=== THE TASK ===
The records, repeated exactly and in full, are the expected answer.

=== MATERIAL SHOWN ===
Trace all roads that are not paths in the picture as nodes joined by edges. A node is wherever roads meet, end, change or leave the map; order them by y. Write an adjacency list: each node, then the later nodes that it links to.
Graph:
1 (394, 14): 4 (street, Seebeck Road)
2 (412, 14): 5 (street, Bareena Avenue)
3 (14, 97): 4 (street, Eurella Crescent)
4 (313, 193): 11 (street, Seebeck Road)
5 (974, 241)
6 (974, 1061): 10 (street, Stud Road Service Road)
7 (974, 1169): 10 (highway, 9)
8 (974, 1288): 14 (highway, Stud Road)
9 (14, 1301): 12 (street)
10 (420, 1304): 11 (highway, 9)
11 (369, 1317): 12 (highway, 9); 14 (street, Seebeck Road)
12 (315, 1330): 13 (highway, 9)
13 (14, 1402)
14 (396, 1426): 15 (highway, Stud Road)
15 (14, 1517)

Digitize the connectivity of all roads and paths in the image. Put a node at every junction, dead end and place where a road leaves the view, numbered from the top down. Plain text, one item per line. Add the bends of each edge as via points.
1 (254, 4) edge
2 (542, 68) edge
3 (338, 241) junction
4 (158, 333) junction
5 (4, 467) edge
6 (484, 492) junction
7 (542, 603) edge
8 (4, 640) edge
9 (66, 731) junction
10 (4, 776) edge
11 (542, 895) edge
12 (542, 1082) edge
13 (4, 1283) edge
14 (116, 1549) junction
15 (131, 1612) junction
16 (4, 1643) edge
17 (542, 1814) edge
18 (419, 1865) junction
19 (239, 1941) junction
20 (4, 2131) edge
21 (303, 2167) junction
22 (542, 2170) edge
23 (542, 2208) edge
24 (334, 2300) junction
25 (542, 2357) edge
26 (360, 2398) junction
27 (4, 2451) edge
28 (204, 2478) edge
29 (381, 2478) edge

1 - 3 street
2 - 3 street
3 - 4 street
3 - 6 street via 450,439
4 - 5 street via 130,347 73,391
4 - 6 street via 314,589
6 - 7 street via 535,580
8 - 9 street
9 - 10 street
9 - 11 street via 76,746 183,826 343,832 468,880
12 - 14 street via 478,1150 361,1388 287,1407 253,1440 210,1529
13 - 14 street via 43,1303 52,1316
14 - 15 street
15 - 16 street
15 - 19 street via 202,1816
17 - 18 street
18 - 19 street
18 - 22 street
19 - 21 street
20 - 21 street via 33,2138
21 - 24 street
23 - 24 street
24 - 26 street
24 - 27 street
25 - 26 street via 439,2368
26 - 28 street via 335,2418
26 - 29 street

=== OUTPUT FOR THIS EXERCISE ===
Trace all roads that are not paths in the picture as nodes joined by edges. A node is wherever roads meet, end, change or leave the map; order them by y. Write an adjacency list: each node, then the later nodes that it links to.
Graph:
1 (394, 14): 4 (street, Seebeck Road)
2 (412, 14): 5 (street, Bareena Avenue)
3 (14, 97): 4 (street, Eurella Crescent)
4 (313, 193): 11 (street, Seebeck Road)
5 (974, 241)
6 (974, 1061): 10 (street, Stud Road Service Road)
7 (974, 1169): 10 (highway, 9)
8 (974, 1288): 14 (highway, Stud Road)
9 (14, 1301): 12 (street)
10 (420, 1304): 11 (highway, 9)
11 (369, 1317): 12 (highway, 9); 14 (street, Seebeck Road)
12 (315, 1330): 13 (highway, 9)
13 (14, 1402)
14 (396, 1426): 15 (highway, Stud Road)
15 (14, 1517)

Digitize the connectivity of all roads and paths in the image. Put a node at every junction, dead end and place where a road leaves the view, numbered from the top down. Plain text, one item per line. Add the bends of each edge as via points.
1 (254, 4) edge
2 (542, 68) edge
3 (338, 241) junction
4 (158, 333) junction
5 (4, 467) edge
6 (484, 492) junction
7 (542, 603) edge
8 (4, 640) edge
9 (66, 731) junction
10 (4, 776) edge
11 (542, 895) edge
12 (542, 1082) edge
13 (4, 1283) edge
14 (116, 1549) junction
15 (131, 1612) junction
16 (4, 1643) edge
17 (542, 1814) edge
18 (419, 1865) junction
19 (239, 1941) junction
20 (4, 2131) edge
21 (303, 2167) junction
22 (542, 2170) edge
23 (542, 2208) edge
24 (334, 2300) junction
25 (542, 2357) edge
26 (360, 2398) junction
27 (4, 2451) edge
28 (204, 2478) edge
29 (381, 2478) edge

1 - 3 street
2 - 3 street
3 - 4 street
3 - 6 street via 450,439
4 - 5 street via 130,347 73,391
4 - 6 street via 314,589
6 - 7 street via 535,580
8 - 9 street
9 - 10 street
9 - 11 street via 76,746 183,826 343,832 468,880
12 - 14 street via 478,1150 361,1388 287,1407 253,1440 210,1529
13 - 14 street via 43,1303 52,1316
14 - 15 street
15 - 16 street
15 - 19 street via 202,1816
17 - 18 street
18 - 19 street
18 - 22 street
19 - 21 street
20 - 21 street via 33,2138
21 - 24 street
23 - 24 street
24 - 26 street
24 - 27 street
25 - 26 street via 439,2368
26 - 28 street via 335,2418
26 - 29 street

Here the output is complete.